[Problem details]: From the listing below, pick out each line with the word "picture".

[Provided material]:
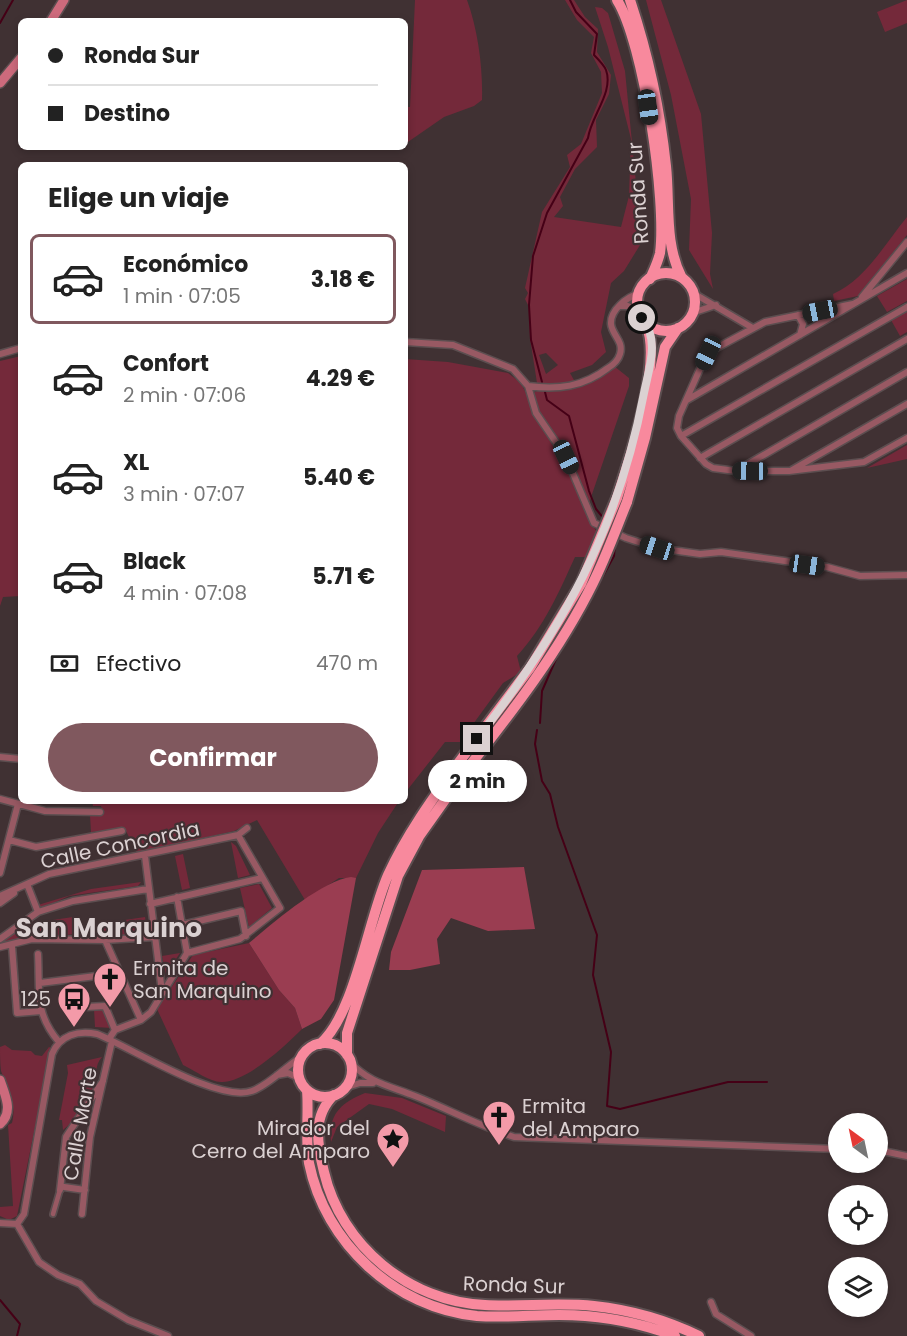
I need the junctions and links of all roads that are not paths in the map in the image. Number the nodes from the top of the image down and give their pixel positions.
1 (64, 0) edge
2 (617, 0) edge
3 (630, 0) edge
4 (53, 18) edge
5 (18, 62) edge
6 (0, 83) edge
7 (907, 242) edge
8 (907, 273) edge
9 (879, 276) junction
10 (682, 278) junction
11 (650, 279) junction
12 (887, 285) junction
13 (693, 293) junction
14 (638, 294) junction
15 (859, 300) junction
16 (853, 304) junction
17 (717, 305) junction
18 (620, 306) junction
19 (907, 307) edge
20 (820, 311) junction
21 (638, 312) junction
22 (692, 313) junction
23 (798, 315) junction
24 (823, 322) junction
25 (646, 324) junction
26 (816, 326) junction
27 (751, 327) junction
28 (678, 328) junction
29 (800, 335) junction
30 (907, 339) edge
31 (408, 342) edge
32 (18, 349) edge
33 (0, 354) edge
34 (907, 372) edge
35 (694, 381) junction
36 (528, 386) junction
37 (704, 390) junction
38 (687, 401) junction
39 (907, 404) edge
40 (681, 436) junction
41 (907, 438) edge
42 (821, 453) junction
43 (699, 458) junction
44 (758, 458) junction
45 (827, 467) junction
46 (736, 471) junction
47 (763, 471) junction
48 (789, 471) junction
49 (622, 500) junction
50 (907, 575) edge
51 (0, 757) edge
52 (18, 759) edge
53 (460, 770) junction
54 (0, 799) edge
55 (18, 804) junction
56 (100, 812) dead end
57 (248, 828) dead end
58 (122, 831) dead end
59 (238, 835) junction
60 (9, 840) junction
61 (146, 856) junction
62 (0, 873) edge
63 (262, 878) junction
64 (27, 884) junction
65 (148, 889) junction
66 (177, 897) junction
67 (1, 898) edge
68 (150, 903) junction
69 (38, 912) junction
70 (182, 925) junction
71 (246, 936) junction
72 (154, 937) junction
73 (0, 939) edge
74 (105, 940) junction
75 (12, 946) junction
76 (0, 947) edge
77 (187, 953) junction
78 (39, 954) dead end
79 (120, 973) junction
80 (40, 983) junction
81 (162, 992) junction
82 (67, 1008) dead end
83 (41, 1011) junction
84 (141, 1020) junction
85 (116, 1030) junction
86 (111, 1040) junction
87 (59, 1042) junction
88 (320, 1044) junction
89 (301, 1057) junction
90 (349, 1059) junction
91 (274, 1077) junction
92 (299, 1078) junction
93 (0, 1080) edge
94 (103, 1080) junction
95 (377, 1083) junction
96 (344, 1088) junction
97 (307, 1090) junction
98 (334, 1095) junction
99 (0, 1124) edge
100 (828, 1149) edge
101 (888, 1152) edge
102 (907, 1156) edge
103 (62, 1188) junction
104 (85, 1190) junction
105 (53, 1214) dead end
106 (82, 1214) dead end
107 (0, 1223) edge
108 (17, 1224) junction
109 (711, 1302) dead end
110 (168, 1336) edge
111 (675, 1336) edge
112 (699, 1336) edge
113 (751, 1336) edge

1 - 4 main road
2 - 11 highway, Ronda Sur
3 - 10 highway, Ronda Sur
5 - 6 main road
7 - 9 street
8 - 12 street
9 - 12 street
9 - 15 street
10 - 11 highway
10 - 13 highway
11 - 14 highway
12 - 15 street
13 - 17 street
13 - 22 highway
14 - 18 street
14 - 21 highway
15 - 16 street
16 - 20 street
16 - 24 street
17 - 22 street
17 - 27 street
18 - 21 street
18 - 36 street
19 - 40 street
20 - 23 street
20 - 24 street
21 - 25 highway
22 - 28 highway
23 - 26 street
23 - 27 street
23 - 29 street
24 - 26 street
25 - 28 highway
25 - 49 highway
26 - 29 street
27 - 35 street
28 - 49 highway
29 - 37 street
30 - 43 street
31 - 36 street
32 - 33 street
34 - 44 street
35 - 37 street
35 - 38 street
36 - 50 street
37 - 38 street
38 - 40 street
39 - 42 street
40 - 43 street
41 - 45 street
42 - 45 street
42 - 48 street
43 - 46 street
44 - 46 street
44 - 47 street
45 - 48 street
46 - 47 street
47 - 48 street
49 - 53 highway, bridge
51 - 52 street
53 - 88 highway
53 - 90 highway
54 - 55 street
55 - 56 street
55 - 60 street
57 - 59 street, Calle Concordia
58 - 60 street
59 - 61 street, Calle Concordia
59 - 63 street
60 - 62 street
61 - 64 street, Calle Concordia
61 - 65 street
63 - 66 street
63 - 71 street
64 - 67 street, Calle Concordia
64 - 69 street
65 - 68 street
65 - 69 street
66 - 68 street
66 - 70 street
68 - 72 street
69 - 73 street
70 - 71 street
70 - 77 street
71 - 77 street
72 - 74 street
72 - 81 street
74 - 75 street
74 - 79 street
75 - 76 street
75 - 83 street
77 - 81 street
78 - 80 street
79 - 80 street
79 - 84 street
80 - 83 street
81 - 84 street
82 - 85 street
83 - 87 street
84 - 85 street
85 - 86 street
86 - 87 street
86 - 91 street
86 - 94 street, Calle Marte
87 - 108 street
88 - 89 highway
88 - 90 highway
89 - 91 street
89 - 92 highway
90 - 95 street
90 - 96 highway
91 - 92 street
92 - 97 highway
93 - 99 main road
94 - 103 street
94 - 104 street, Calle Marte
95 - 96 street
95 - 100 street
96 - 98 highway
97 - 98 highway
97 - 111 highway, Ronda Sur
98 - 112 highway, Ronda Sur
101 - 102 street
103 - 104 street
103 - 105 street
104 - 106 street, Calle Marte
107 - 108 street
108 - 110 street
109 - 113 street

...

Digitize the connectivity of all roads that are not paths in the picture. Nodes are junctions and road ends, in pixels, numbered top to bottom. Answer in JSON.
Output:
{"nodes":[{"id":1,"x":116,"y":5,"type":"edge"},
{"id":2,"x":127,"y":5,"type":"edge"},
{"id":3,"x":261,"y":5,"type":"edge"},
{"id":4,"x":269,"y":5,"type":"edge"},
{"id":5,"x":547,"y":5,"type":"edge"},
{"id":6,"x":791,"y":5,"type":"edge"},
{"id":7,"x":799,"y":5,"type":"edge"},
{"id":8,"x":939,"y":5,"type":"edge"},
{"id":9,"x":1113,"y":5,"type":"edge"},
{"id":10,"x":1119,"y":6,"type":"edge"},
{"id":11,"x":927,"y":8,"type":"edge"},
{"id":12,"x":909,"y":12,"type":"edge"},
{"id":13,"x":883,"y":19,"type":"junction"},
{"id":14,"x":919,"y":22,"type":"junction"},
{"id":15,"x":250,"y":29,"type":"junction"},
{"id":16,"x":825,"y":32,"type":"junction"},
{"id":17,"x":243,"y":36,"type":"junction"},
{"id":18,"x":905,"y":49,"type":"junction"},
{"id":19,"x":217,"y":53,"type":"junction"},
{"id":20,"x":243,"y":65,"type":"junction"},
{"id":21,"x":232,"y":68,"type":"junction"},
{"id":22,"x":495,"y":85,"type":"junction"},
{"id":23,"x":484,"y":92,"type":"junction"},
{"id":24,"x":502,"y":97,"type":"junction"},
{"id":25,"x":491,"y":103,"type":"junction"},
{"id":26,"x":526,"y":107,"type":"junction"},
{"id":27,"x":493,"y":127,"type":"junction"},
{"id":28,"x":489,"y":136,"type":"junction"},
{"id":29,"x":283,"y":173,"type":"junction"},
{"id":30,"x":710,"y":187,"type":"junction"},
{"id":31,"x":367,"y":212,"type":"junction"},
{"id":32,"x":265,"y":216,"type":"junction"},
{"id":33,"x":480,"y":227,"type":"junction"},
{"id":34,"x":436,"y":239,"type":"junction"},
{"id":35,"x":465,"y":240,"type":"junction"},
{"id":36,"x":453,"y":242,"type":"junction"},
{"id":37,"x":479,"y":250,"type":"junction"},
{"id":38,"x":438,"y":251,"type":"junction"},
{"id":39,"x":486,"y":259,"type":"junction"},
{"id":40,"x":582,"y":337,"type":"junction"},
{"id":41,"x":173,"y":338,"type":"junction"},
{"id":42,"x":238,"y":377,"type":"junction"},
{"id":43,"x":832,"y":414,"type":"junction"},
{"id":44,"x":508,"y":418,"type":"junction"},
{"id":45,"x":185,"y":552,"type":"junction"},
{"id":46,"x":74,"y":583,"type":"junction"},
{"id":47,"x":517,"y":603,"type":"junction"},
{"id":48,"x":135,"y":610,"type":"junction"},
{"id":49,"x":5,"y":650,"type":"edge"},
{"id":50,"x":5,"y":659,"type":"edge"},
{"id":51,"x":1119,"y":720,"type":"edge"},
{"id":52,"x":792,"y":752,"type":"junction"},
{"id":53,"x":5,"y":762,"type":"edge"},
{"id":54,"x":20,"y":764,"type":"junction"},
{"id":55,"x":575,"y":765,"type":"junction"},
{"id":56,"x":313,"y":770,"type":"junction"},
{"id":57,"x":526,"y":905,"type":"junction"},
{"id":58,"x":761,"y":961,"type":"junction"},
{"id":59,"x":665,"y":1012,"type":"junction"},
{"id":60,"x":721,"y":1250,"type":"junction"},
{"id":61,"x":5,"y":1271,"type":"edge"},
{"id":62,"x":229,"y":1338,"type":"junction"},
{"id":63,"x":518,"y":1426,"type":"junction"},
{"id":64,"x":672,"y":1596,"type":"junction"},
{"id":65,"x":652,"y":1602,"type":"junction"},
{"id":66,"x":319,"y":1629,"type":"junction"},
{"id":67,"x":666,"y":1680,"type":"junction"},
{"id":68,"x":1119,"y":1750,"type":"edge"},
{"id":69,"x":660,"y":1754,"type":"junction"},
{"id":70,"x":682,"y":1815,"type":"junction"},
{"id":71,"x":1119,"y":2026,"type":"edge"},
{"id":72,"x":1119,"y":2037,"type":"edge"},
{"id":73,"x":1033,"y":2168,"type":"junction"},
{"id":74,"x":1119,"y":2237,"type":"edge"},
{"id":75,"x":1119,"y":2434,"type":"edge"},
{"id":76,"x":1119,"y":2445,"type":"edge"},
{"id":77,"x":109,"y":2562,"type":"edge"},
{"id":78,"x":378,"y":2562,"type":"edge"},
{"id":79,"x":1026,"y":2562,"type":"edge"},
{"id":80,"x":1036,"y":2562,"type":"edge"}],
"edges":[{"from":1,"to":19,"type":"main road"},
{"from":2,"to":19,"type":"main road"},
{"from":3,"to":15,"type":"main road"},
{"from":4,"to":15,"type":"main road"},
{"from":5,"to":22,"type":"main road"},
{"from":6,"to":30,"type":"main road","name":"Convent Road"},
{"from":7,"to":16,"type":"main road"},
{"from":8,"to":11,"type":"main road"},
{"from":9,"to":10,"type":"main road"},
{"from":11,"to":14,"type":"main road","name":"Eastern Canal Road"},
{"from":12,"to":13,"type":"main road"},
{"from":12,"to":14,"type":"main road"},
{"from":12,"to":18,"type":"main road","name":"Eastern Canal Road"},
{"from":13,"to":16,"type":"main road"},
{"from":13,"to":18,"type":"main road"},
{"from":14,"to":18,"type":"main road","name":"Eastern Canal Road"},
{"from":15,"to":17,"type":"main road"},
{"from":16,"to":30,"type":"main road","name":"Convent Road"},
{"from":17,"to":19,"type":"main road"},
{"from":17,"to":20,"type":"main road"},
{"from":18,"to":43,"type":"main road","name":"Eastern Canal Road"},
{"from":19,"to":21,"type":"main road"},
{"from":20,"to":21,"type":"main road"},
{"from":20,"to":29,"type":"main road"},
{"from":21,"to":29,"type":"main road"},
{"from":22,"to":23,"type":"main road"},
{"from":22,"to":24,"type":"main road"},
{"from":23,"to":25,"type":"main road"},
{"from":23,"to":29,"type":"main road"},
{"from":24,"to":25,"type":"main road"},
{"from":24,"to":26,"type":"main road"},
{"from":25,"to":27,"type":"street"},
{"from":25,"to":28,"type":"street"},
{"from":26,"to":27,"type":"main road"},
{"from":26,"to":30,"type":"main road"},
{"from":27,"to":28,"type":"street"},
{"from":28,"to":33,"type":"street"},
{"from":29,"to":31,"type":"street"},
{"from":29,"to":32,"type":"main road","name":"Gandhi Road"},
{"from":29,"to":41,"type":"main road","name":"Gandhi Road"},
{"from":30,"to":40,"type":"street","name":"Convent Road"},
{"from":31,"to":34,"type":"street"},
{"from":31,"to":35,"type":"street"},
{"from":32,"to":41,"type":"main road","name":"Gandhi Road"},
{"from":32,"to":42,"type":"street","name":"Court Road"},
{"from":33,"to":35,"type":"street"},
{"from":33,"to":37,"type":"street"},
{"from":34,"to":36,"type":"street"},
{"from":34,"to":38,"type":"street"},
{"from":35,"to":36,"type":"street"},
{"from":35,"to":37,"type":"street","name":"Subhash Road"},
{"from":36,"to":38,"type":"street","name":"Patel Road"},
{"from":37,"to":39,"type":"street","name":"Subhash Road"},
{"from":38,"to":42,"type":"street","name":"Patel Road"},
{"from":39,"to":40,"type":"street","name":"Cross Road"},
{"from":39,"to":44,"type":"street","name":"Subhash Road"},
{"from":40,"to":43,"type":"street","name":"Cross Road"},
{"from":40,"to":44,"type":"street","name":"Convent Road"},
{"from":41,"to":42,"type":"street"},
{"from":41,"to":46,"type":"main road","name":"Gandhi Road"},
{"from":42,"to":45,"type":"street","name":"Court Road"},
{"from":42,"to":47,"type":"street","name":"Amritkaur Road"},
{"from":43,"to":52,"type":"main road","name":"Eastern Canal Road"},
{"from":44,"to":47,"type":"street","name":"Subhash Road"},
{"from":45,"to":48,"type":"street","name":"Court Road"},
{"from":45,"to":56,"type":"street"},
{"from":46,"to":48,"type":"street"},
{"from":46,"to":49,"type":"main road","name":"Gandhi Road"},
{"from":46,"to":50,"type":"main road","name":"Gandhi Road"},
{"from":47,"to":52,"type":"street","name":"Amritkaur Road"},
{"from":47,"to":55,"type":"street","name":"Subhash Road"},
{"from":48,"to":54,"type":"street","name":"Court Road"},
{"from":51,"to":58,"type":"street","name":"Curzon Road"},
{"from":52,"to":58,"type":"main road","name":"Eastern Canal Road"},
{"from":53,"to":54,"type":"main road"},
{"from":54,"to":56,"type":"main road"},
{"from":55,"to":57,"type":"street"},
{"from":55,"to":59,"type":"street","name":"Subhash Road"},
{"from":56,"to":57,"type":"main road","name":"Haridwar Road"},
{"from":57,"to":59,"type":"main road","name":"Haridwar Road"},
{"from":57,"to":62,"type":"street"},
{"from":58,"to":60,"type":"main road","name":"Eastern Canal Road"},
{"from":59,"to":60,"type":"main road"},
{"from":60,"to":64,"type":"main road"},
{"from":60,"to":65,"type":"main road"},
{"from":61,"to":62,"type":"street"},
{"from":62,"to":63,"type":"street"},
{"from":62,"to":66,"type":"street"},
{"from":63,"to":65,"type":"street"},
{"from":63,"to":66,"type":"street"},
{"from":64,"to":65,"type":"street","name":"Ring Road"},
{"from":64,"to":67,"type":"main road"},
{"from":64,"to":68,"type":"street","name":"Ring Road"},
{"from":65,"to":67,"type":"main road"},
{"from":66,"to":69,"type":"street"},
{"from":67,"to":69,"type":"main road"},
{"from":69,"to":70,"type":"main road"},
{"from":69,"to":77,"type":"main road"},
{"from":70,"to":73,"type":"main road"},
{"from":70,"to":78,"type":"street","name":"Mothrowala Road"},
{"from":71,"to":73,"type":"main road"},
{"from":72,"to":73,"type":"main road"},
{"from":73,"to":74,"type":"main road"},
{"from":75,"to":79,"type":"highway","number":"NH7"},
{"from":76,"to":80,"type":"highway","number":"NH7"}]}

* * *

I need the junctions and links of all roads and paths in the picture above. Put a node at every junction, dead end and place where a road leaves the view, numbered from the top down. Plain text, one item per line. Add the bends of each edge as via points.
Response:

[Worked solution]:
Digitize the connectivity of all roads that are not paths in the picture. Nodes are junctions and road ends, in pixels, numbered top to bottom. Answer in JSON.
I need the junctions and links of all roads and paths in the picture above. Put a node at every junction, dead end and place where a road leaves the view, numbered from the top down. Plain text, one item per line. Add the bends of each edge as via points.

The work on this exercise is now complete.